On Saturday, House Speaker Kevin McCarthy made the horrible mistake of agreeing to work with Democrats, rather than letting the government shut down. In Kevin’s defense, the government still could shut down in just a matter of weeks; it’s not as though he really fixed anything. But that excuse might not be good enough for the far-right members of his caucus.
Indeed, Matt Gaetz is furious. He’s said he’s going to force a vote — a “motion to vacate” — this week that could push Kevin out. While it could be a long shot, Gaetz only needs a simple majority to vote against Kevin — and he claims he has it.
And so, considering that Kevin may find himself flat on his face soon, we’ve brainstormed a few alternate careers for him.
Alternative Careers for Kevin McCarthy
- Painter: This is a standard job for failed politicians (ex: George W. Bush). No, McCarthy doesn’t have quite the credibility of W — he didn’t even start one unnecessary war — but I still think he could do it. Besides, can’t his AI make art for him?

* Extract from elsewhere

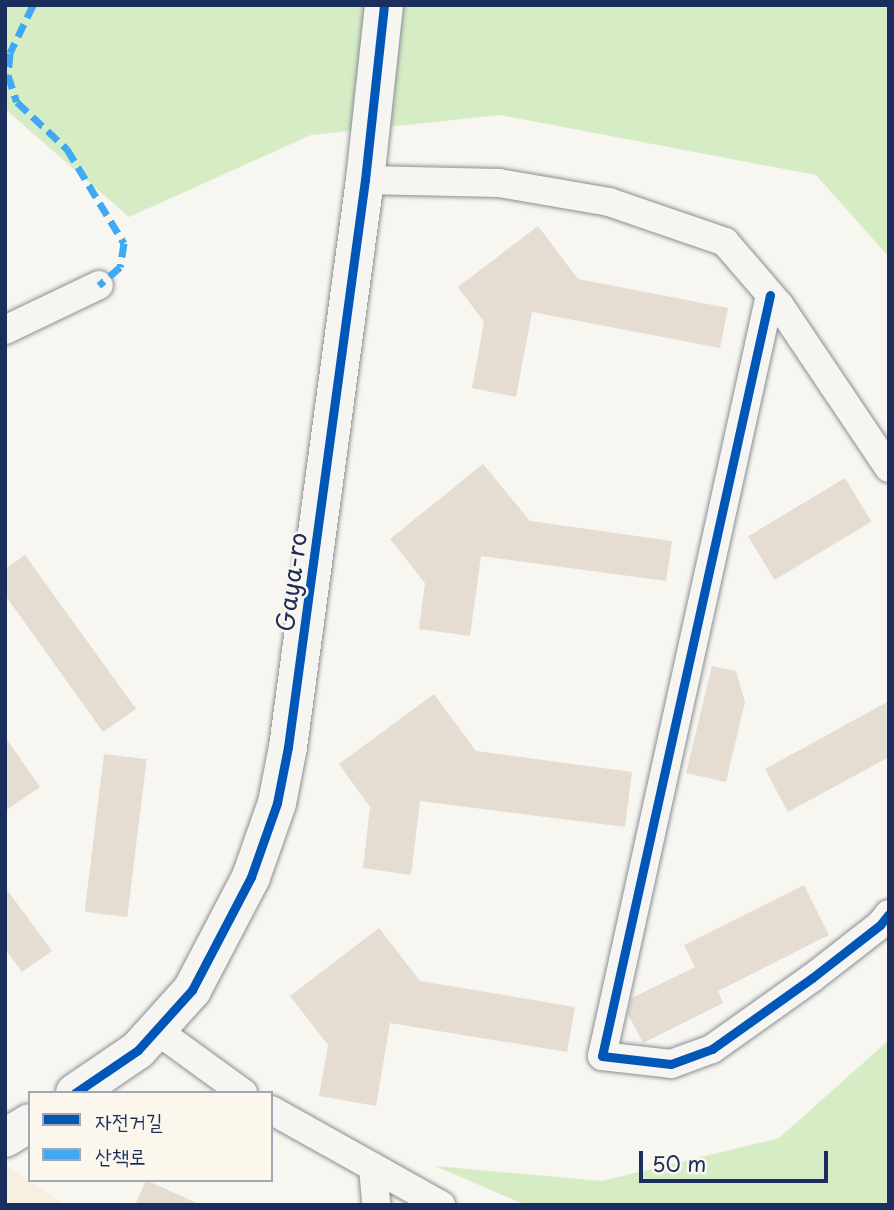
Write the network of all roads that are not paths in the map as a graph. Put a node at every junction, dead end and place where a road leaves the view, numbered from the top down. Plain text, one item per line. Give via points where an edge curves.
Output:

- Career coach: After all, Kevin did find his dream job, even if it didn’t last quite as long as he hoped. Who among us can say that?
- CrossFit instructor: This could be his only way to finally get Marjorie Taylor Greene’s respect. Worth it!
- Usher at a Colorado theater: If CrossFit standards are too high, this would give him a chance to rub elbows with powerful people like Lauren Boebert — which is almost as good.
- Border Security Guard: I don’t know if Kevin would be good at this, but it’s the only other job he would find meaningful. At least, based on what he says. Plus, after McCarthy steps down as speaker, every other government job is a much safer option. (Well, knock on wood).
- Modeling for the DNC: It’s almost 2024. The Democrats need to start making some posters to pitch themselves to swing voters. Kevin could be the “Before” picture.
- Crypto trader: In 2023, this is the perfect career for men with poor decision-making skills.
- Stand up comedian: As his ability to withstand 15 votes to become Speaker demonstrated, he’s a man entirely devoid of shame. Stand up could be the perfect career for him.
- Anti-vax advocate: I just googled “most popular careers Orange County,” and that’s what I got.
- Extra in movies: Kevin McCarthy has a real knack for acting super excited just to be included. Probably because he doesn’t have to act. And he’s at his best when he says nothing at all.
- Matt Gaetz’s personal assistant: the good news about this one is he’s already quite qualified. And I think it’s an easy job; just make sure he gets to his Botox appointments on time and never runs out of hair gel.
- Father: This one is perfect, as Kevin McCarthy actually does have children. I can see an incredible second act, in which he becomes an advocate for stay-at-home dads.
- Lie detector: The CIA could use someone like Kevin. If they think a suspect is lying, they can just ask Kev if it’s something he would say.
- Republican presidential candidate: A lot of people are running, but none of them are good. So Kevin would fit right in.
- Speaker of the House: Incidentally, Matt Gaetz is forcing a vote on this without anyone in mind to take Kevin’s place, and technically, Republicans could nominate Kevin McCarthy again. If you thought it was bad that our Presidential election is likely Trump v Biden again, just WAIT until… actually, no, that’s much worse. At least if Kevin’s re-nominated for the Speakership, we’ll know not to turn on CSPAN until at least the ninth vote.
- Any minimum wage job: Then maybe he’ll regret not ever doing anything to raise it. I doubt it, though. Since he has a net worth of $45 million.
- Retirement: Speaking of, that’s plenty to retire on. Give it a rest, Kev. Do us all a favor and spend the rest of your days drinking Mai Thais in a pool.